4. Kanun’un 3. maddesinde ceza ve güvenlik tedbirlerinin infazı ile ulaşılmak istenilen temel amacın hükümlünün yeniden suç işlemesini engelleyici etkenleri güçlendirmek, toplumu suça karşı korumak; hükümlünün yeniden sosyalleşmesini teşvik etmek, üretken ve kanunlara, nizamlara ve toplumsal kurallara saygılı, sorumluluk taşıyan bir yaşam biçimine uyumunu kolaylaştırmak olduğu ifade edilmiştir.
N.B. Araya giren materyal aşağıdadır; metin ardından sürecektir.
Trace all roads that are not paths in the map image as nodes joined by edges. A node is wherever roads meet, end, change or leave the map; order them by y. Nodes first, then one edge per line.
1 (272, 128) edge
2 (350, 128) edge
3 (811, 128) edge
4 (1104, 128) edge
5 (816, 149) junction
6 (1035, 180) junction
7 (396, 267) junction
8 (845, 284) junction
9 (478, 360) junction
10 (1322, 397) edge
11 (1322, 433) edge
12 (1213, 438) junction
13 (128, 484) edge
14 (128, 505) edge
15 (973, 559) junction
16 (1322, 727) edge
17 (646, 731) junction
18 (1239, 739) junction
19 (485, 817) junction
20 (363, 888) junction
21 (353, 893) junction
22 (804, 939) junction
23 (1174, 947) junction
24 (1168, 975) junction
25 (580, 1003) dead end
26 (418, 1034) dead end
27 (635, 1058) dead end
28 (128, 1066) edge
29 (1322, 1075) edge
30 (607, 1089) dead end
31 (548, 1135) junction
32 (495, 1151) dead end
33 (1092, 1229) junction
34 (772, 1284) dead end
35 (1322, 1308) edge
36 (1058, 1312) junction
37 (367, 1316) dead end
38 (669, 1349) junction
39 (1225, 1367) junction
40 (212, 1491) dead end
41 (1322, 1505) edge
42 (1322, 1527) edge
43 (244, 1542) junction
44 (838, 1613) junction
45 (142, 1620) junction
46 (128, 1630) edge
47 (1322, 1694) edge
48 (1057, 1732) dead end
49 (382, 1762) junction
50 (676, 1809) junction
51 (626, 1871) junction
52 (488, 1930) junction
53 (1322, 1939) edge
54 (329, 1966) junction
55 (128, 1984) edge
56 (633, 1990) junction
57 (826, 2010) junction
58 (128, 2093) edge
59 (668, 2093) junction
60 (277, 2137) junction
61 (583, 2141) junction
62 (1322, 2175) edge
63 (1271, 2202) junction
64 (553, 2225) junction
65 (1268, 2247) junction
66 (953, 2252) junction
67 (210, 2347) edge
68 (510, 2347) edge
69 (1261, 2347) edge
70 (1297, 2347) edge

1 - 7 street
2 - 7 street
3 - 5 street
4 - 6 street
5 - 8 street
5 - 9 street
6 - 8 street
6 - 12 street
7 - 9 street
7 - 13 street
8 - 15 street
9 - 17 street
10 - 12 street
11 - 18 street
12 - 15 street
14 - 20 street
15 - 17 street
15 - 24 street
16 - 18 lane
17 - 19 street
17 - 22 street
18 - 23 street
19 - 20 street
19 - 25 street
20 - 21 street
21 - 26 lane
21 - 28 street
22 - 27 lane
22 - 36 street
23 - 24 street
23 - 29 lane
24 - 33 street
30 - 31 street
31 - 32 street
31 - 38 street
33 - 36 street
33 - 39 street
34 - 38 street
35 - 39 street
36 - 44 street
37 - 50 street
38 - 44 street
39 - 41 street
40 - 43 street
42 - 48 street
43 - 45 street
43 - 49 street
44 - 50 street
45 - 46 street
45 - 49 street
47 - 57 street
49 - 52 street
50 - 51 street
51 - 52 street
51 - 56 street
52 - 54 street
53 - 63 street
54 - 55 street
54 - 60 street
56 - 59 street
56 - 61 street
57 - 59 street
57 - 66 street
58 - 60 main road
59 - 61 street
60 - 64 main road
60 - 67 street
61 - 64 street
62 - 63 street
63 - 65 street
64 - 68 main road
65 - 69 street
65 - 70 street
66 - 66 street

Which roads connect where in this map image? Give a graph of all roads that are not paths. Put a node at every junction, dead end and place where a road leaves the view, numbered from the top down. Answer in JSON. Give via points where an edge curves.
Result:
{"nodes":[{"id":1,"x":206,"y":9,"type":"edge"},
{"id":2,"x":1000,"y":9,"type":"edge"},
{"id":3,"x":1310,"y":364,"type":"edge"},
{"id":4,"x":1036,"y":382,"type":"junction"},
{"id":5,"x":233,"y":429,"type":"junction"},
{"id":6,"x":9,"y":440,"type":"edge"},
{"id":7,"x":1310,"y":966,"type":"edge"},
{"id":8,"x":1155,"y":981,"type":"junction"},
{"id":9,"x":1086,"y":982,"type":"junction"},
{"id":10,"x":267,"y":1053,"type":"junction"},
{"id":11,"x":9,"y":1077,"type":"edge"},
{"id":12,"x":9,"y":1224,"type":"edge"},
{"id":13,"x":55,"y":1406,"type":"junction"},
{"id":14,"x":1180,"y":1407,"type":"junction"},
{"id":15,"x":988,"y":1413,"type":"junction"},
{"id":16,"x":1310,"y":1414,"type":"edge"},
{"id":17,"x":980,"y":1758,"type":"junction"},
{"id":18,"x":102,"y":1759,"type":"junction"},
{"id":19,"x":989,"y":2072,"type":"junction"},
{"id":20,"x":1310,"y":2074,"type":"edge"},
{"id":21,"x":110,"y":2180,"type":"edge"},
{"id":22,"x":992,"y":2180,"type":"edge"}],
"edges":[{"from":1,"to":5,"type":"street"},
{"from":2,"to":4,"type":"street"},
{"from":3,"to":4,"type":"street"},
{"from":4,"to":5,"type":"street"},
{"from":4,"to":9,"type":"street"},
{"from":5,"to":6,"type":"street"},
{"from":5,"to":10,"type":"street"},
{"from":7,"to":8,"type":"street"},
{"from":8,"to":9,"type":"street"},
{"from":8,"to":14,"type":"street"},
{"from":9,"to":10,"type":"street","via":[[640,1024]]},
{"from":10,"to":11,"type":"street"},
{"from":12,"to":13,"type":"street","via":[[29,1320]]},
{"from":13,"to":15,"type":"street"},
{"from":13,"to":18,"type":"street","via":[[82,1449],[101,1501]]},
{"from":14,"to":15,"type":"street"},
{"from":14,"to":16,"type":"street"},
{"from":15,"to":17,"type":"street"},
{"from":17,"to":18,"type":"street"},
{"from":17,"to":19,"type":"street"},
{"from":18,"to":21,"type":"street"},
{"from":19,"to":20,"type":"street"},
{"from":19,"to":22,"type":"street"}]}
5. Ayrıca Kanun’un 6. maddesinde hükümlülerin ceza infaz kurumlarında güvenli bir biçimde ve kaçmalarını önleyecek tedbirler alınarak düzen, güvenlik ve disiplin çerçevesinde tutulacakları, kurum düzenini ihlal edenler hakkında Kanun’da belirtilen disiplin cezalarının uygulanacağı düzenlenmiştir. Kanun’un disiplin cezalarının niteliği ve uygulama koşullarını düzenleyen 37. maddesinde ise kurumda düzenli bir yaşamın sürdürülmesi, güvenliğin ve disiplinin sağlanması bakımından kanun, tüzük, yönetmelikler ile idarenin uyulmasını emrettiği veya gerekli kıldığı davranış ve tutumları kusurlu olarak ihlâl eden hükümlü hakkında eyleminin niteliği ile ağırlık derecesine göre Kanun’da belirtilen disiplin cezalarının uygulanacağı, suç oluşturan eylemlerden dolayı açılan kamu davasının, disiplin soruşturması yapılmasını ve cezanın uygulanmasını engellemeyeceği hüküm altına alınmıştır.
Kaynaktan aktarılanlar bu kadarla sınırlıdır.